On day one of the 2024 Australian Rowing Championships at the Sydney International Regatta Centre in Penrith, Rigney continued her winning ways in her heat with an emphatic victory to position her as favourite for victory in Thursday’s final.


Rigney, who is also the NSW Champion and was racing for Sydney University, led the first of two heats in lane two from start to finish. With only the first two finishers to qualify directly for the final, she won in 7:53 seconds. In second was Victorian champion Sophie Reinehr at 12.71 secs, followed by Sydney University’s Aisyah Rafaee at 17.41 secs.


Heat two was won from lane five by Australian Quad Scull squad member Ria Thompson (University of Queensland) in 7:59.76s. In second was Catherine Khar of Australian National University at 3.1s, followed by Pham Thi Hue of Team Vietnam at 12.48s.


The Australian Rowing Championships are Australia’s biggest regatta, but national selection is not on the line due to the trials being held earlier. For many of the 2100 entries, this allows them to perform at their best without the pressure of selectors’ scrutiny hanging over them.


“It’s also about keeping it light, keeping it fun … and racing is fun for us,” said Rigney who last month was named in the Australian Rowing Team (ART) as the Women’s Single Sculler for the 2024 international season, which culminates with the Olympic Game and Paralympic Games in Paris.


Asked how she will approach the next days of the national titles leading up to Thursday’s Single Scull final, Rigney said: “Keep it fun. Keep it light heated.
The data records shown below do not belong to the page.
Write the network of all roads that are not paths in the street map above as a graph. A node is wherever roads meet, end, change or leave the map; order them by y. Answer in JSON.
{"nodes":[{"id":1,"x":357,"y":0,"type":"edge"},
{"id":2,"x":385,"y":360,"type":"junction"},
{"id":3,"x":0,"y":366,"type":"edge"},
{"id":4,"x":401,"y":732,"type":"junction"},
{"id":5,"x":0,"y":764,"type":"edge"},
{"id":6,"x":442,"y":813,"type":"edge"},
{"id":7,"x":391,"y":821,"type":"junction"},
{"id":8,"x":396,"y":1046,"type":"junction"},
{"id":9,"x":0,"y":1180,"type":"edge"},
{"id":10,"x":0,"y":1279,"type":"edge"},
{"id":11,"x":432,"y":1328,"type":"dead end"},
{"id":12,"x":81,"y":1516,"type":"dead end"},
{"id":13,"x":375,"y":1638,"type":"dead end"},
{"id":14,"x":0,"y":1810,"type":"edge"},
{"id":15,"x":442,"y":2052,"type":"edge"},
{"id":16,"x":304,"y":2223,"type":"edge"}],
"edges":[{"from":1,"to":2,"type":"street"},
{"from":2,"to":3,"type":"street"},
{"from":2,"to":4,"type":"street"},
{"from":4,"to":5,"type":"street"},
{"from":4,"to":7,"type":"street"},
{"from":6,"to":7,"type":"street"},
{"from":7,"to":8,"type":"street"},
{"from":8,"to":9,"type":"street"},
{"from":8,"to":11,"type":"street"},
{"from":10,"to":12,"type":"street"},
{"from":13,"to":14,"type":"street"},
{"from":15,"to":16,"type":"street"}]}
Look forward to Thursday.”


Rigney, coached by Ellen Randell, will also race in the Quad Scull on Saturday with the Australian Double Scull crew of Harriet Hudson and Amanda Bateman, and Australian Quad Scull squad member Kate Rowan; and again for NSW in the Single Scull in Sunday’s Interstate Regatta.


“I am very much looking forward to hopping into a ‘crew’ boat on Saturday,” Rigney said. “I’ll be in the bow seat, making the calls.”


Rigney’s victory in Monday’s heat was a confident one, but the race was still an important part of honing her race progress that she hopes will culminate with success at the Olympics.


“In the heat it is always nice to cement some good foundations to carry you for the week,” she said. “For me, that was accelerating my back end a bit more which I feel like I executed.


“I am stoked with the heat and looking forward to stepping it up again for the final.”


It was a similar story for NSW’s David Bartholot in the first of three Men’s Single Scull heats. Recently named in the Australian Men’s Double Scull with Marcus Della Marta, he convincingly won his heat in which the first four qualified for Wednesday’s semi-final.


Bartholot won in 7:2.85s, which was 7.26s from Hamish Hardy of ANU-ACT, and 12.88s from Caleb Antill of ANU-ACT. In fourth at 14.4s was Tasmanian Joseph Wilson of Buckingham.


Heat two was won by Della Marta in 7:02.89s, but by only 0.22s from Sydney University clubmate Campbell Watts, 8.79s from Queenslander Jackson Free of Griffith University-Surfers Paradise, and Joel Cain of Melbourne University by 11.55s.


Heat three was won by Stephen Cox of Sydney Rowing Club in 7:12.94s, followed by Nguyen Van Hieu at 2.33s, Victorian James Meads of Banks at 11.19s and Alexander Jeremijenko of Commercial-Queensland at 24.78s.


For David Bartholot, who was recently named in the ART with NSW’s Marcus Della Marta as the Australian Double Scull crew, his Single Scull heat win was as impressive as Rigney’s.


“I was trying to find rhythm through the middle of the race, at 34 to 35 [strokes per minute], to get as much speed as I could for that rate, and to control the race around that,” Bartholot said.


“I have to improve on each race. That was a good start. We just keep going from there.”